I pondered this. I myself had been a talented story writer at my own top-ten liberal arts college, and had gone through the introductory and advanced classes in preparation for my thesis, which had received highest honors. “Is it possible that your outsider status as a genre writer has colored your perception? That it has made you bitter?” I asked.
“It is not possible.”
He had something loose in his mouth that he couldn’t remove, because his hands were fastened down. And I could tell he knew he was in trouble. He could see now that we were at odds, because merit has to be the stone foundation of the new society. Everyone in his situation was to be given a score, and so far he was on the cusp—he must have sensed it. Perhaps he had tried to pander, earlier, to what he imagined was my prejudice. But human beings must be measured and judged and held accountable. I stood up and left the room, abandoning him to others as I had my lunch, a cucumber sandwich cut in triangles and a refreshing cup of lemonade.

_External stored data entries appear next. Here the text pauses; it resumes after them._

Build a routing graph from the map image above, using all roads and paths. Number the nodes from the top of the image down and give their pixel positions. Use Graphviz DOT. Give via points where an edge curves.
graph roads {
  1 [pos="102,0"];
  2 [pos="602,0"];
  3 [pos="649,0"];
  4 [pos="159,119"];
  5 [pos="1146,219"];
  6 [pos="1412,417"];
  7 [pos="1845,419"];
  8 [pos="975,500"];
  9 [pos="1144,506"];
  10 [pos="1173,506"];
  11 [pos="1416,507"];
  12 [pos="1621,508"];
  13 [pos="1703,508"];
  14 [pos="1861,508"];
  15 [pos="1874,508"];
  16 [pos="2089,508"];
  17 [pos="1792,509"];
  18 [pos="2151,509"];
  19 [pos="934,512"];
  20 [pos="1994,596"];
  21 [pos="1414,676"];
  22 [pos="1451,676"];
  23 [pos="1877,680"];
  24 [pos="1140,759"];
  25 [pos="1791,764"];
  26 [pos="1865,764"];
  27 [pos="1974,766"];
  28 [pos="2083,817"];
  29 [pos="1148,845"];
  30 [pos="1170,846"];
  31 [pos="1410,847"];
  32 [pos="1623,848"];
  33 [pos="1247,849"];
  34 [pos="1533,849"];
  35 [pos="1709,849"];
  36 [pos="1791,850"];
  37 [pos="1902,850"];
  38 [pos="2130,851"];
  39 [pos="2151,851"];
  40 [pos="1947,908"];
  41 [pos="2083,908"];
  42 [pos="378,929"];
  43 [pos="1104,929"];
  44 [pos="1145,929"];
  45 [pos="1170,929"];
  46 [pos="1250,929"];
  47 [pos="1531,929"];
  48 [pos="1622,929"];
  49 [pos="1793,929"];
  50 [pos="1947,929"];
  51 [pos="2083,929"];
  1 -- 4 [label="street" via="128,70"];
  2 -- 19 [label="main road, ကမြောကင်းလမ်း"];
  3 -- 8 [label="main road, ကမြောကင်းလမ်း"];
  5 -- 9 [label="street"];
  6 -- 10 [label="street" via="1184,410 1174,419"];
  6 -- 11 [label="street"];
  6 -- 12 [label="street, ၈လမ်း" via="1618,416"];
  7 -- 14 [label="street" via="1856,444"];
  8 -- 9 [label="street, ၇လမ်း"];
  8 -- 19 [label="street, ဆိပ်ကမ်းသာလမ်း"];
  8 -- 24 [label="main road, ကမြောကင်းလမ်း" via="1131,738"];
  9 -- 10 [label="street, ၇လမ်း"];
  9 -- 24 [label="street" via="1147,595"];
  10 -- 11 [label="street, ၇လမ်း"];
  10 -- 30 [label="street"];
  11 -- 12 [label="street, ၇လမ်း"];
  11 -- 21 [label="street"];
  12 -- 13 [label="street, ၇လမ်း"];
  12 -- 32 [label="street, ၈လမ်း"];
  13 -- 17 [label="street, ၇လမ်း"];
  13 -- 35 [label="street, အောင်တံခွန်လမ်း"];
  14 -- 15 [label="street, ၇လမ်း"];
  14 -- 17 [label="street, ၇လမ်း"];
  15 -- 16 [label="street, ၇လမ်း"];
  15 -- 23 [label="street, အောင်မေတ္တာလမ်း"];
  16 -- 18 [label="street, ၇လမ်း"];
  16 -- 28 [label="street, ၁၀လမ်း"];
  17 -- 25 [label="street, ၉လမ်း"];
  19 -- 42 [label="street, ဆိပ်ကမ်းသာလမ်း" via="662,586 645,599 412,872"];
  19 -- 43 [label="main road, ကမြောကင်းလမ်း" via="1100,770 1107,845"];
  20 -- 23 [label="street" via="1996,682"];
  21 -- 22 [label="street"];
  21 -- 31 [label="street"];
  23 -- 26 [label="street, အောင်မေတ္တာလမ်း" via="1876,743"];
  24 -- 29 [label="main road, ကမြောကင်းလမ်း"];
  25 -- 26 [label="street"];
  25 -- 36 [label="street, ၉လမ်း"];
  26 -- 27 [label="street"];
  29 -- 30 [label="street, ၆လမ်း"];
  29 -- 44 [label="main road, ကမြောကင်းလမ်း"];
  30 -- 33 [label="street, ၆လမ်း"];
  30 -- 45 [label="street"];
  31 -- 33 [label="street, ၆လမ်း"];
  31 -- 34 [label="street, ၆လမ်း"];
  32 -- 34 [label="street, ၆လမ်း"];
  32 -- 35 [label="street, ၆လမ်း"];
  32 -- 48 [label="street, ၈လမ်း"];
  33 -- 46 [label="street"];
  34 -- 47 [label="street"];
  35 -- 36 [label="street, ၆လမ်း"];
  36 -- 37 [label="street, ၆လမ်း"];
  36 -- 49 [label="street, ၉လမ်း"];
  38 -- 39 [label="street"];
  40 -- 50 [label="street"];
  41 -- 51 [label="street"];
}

When I returned for the afternoon session he was more subdued, wet and chattering with
cold, the empty bucket tossed into a corner. “So,” I said. “If fiction writing is not a collection of skills to be mastered individually and then internalized, how must it be taught?”
The metal table was a high one. Someone had pushed his wheelchair under the rim of it, so that he could lay his cheek down on the surface. Now his voice was muffled and distorted, because he didn’t raise his head. His new position had ruined my sketch, though in the margin I was able to create a swift rendering of the slope of his back.
“We need a new vocabulary,” I think he said. It was hard to tell. He had developed a little quiver in his foot, which I could see under the table close to my own.
Occasionally I would call in one of my colleagues to wake him. And over the next few hours he offered up a series of ideas about a new course of study. My job is to summarize it and edit it for clarity, and not to pass judgment. My personal opinion, though, is that we must identify talent and separate it out.
As if reading my mind, he said: “The system … we’d developed … had become … frustrating. The students sat in little circles and discussed their finished work as if they already knew what they were doing. Their parents’ divorce, reassessing their sexuality—all that is fine material, though you get tired of it. The problems of rich white college students. Anything else, what did they know? Could they help a Nigerian student writing about her visit home? Could they help with a story about pirates, or asteroid explosions, or digital florescent number-change?”
“What would you suggest?” I repeated, irritated in my turn. I am neither white nor rich, but he is, or was. And the last three subjects he mentioned held no charm for me. And the condescending way he talked about his students, I wondered if the choice were privilege disguised as merit, or else privilege undisguised.